> [EXERCISE REQUIREMENTS]: Look through the records that follow. Copy every line containing the word "dead".

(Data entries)
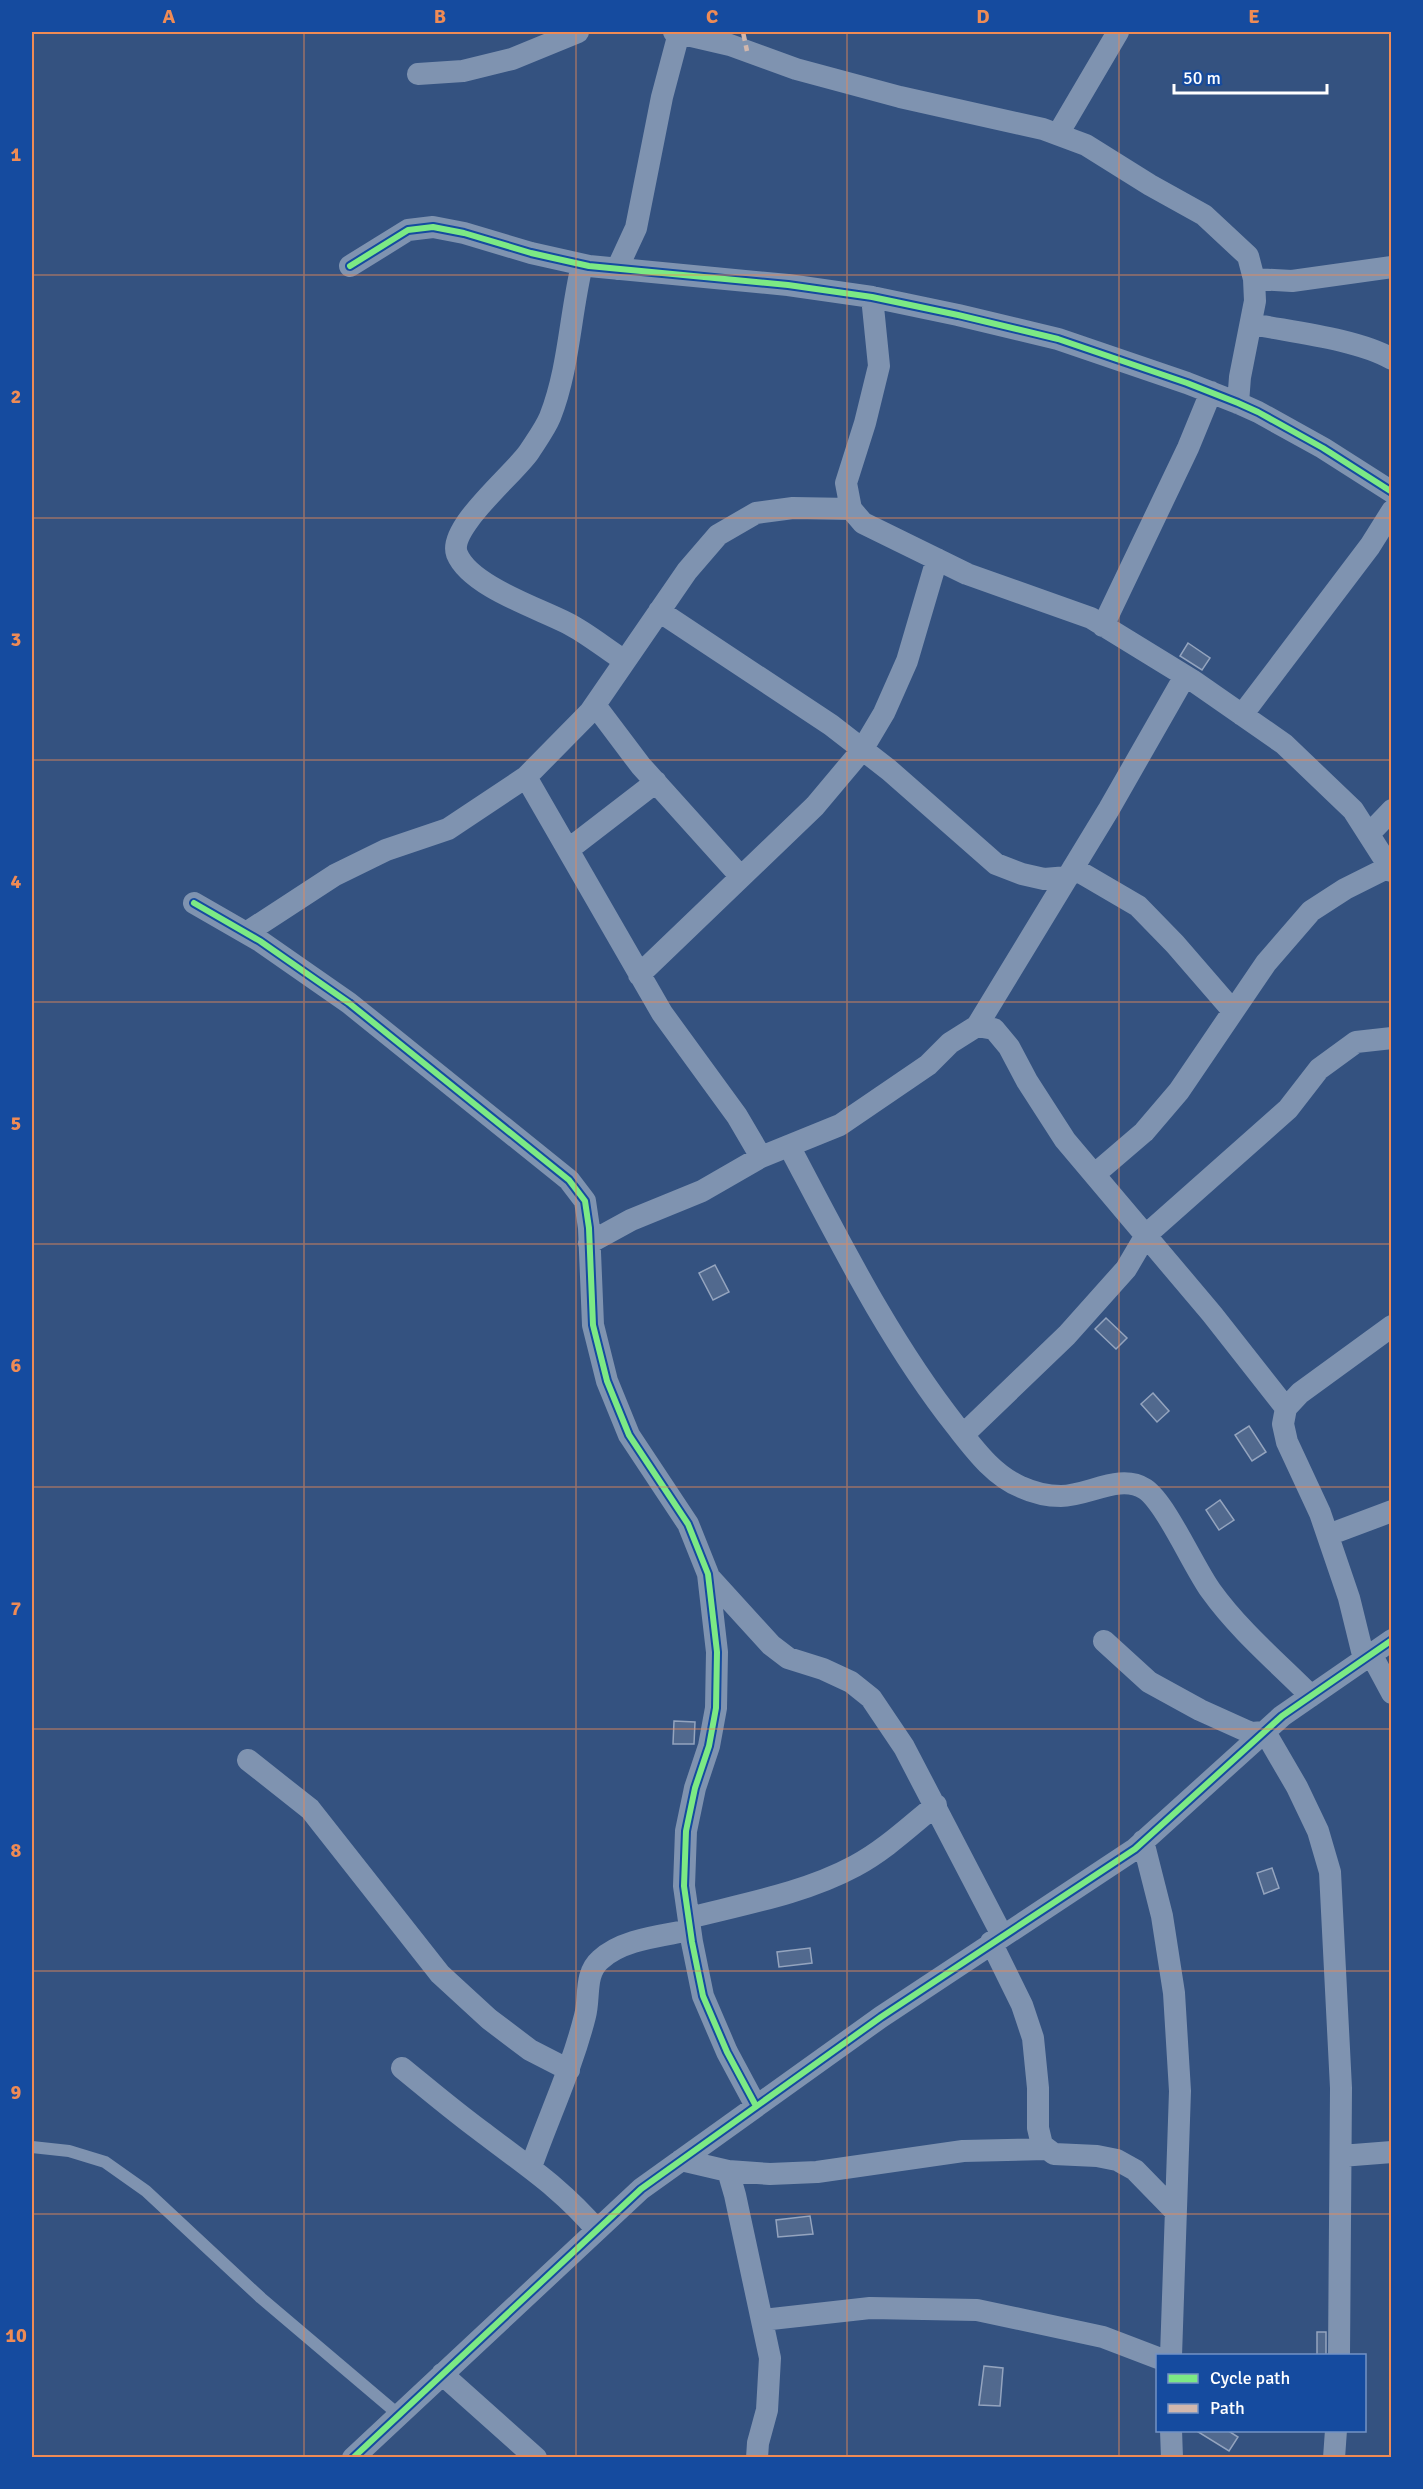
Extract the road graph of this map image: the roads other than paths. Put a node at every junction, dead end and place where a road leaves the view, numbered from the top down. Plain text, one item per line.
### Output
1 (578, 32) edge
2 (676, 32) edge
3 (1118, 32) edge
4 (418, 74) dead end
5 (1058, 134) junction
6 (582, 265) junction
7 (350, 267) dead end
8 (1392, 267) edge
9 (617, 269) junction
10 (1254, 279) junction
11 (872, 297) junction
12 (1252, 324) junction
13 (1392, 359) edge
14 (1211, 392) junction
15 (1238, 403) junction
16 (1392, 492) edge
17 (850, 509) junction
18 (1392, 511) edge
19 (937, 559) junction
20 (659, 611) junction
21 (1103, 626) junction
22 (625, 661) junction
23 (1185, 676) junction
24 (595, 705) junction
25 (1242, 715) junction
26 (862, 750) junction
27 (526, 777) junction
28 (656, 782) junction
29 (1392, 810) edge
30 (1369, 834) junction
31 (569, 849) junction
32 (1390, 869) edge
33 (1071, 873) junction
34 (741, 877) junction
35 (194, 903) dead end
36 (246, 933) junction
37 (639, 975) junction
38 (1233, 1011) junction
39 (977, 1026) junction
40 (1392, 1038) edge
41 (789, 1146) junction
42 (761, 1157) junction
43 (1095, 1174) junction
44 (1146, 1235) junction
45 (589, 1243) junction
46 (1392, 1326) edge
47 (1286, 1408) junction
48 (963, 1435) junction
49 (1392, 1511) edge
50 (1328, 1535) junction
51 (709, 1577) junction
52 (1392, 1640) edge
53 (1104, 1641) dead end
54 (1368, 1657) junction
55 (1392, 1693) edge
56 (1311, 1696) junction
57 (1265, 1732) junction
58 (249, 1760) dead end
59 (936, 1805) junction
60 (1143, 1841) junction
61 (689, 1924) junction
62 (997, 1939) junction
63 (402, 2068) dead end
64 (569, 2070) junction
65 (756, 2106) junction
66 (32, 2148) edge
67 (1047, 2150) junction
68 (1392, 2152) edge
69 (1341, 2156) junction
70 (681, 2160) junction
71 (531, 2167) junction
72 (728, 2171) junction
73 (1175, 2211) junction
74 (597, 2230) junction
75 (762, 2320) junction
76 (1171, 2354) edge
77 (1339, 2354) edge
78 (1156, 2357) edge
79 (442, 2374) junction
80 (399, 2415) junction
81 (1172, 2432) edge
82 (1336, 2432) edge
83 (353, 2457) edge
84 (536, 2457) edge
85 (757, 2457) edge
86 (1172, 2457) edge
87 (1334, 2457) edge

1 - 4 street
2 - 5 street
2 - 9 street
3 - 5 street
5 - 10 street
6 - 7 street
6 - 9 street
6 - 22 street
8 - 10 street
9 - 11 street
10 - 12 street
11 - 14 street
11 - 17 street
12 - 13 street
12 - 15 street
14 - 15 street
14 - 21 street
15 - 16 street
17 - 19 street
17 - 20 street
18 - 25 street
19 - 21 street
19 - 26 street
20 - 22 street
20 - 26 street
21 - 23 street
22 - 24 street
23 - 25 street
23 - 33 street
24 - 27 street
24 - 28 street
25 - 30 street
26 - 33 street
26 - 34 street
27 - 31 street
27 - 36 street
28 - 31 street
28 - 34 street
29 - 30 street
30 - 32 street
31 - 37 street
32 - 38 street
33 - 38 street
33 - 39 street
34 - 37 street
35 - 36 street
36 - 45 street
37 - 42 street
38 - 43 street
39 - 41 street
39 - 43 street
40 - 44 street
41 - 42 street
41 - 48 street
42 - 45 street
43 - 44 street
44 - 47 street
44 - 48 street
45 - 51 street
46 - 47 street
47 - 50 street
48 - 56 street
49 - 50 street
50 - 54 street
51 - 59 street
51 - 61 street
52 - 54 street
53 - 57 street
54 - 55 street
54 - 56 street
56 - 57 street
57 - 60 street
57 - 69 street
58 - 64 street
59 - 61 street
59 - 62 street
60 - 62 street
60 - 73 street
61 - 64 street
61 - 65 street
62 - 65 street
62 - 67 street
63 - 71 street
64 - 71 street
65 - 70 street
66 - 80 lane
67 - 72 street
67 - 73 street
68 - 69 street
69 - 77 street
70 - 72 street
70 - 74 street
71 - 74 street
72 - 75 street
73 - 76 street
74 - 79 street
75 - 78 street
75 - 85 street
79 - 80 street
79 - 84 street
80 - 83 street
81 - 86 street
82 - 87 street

> [TASK RESULT]:
Extract the road graph of this map image: the roads other than paths. Put a node at every junction, dead end and place where a road leaves the view, numbered from the top down. Plain text, one item per line.
4 (418, 74) dead end
7 (350, 267) dead end
35 (194, 903) dead end
53 (1104, 1641) dead end
58 (249, 1760) dead end
63 (402, 2068) dead end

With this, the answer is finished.